Last week, PA Chamber Director of Government Affairs Kevin Sunday spoke at a public hearing regarding the U.S. Environmental Protection Agency’s reconsideration of National Ambient Air Quality Standards for particulate matter. Sunday urged EPA to retain the current standards, given historic progress under the current standards and considerable implementation issues should they be lowered.
The federal Clean Air Act requires EPA to re-evaluate these rules for certain emissions, such as nitrogen oxide or ozone, every five years to determine if public health obligates a lower limit. The standards are for background air quality across the country. If a county or region measure above the limits, state and federal regulators can enforce more stringent requirements on industry and in some cases may even limit development of new highway construction.

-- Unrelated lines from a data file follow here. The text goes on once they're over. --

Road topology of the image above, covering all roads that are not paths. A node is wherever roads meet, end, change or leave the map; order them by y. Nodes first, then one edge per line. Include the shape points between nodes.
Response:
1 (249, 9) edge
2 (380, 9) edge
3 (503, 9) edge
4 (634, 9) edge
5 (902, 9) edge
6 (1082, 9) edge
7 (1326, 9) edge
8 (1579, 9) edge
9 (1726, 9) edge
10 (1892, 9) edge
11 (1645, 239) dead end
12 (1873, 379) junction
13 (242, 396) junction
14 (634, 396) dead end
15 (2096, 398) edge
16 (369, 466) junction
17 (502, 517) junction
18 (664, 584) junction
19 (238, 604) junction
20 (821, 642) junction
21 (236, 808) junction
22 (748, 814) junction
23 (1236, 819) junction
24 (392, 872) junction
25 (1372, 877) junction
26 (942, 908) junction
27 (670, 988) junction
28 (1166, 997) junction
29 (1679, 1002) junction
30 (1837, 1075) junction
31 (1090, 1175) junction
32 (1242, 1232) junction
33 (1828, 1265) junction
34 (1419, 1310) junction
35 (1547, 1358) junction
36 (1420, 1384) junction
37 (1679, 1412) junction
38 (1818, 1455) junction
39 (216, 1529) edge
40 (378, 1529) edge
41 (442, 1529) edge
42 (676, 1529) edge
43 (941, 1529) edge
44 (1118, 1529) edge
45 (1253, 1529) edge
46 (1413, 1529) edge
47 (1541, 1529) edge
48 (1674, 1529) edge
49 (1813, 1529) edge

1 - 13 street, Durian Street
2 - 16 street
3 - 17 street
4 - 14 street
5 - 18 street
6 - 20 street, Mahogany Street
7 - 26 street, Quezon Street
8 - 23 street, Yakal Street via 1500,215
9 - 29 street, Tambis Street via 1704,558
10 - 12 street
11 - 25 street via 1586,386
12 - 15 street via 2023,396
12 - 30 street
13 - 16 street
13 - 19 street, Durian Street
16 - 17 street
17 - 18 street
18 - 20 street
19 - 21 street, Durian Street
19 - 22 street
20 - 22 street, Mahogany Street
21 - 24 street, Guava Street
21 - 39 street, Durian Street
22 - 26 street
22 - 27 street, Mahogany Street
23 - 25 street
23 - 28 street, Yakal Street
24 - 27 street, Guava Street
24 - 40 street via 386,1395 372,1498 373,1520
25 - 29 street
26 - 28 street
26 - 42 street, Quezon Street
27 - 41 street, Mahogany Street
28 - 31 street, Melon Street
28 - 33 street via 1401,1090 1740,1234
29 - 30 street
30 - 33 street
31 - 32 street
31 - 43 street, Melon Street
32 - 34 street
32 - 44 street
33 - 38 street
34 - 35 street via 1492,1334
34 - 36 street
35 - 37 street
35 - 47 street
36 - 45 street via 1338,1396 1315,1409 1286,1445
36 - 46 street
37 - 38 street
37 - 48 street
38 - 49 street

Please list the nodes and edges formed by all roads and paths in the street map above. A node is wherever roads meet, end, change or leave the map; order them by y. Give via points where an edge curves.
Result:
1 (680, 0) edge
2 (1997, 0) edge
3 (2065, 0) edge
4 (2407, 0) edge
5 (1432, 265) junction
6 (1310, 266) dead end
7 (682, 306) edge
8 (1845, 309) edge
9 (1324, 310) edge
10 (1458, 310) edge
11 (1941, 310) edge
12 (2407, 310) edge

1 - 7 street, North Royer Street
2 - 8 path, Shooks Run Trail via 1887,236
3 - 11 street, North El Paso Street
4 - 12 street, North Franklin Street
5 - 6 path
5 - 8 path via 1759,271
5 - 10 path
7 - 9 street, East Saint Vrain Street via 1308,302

Sunday noted in his remarks that EPA data makes clear that Pennsylvania is now, for the first time in history, measuring attainment of both particulate matter (2.5 and 10) standards. All the more remarkable, this has come while Pennsylvania has increased its manufacturing output, measured in GDP, and power generation to record highs.
Sunday also noted that manufacturers operating in non-attainment areas also have to secure emission reduction credits for compliance in those same areas, but there is currently a shortage of credits, with industry paying enormous costs for the credits. Sunday noted EPA’s policy assessment for the review identified that point sources, like manufacturers and power plants, are responsible for just 16 percent of national particulate matter emissions. The rest come from dust and wildfires – meaning that even if industry were to zero out emissions entirely, the nation is unlikely to find itself able to comply with a stringent standard of 8 ug/m3 being considered by EPA.
Written comments are due to the agency by March 28, 2023, with a final regulation expected later this year.
In a separate matter, the Pennsylvania Supreme Court issued a decision adverse to the business community in a case the Chamber filed an amicus brief to regarding the awarding of attorney’s fees in environmental permit appeals. The court ruled that the Environmental Hearing Board – the administrative court that hears challenges to DEP permitting decisions – has virtually unbounded discretion to order a permit applicant to pay attorneys’ fees and costs to third parties appealing DEP-issued permits for activities regulated under the Pennsylvania Clean Streams Law. The PA Chamber has argued that DEP’s risk exposure to paying these fees is part of the reason permit review timelines have become so protracted, as the agency wants to ensure it has contemplated all possible challenges to approving a project. These fees are viewed as a revenue source for activist groups.
The court’s decision reversed the EHB’s determination that a permit applicant can only be ordered to pay a third-party appellant’s fees and costs in cases of bad faith on the part of applicant. The DEP argued that applicants whose permits the agency had approved should, like DEP, be equally subject to potentially having to pay activist group’s legal fees.
The PA Chamber’s brief argued the EHB’s unbridled discretion to award attorneys’ fees and costs presents significant constitutional issues, which some of the judges in the majority hinted in a footnote they appeared to agree with. However, because the constitutional issue was not raised directly by parties in the case, the judges could not consider it in their decision.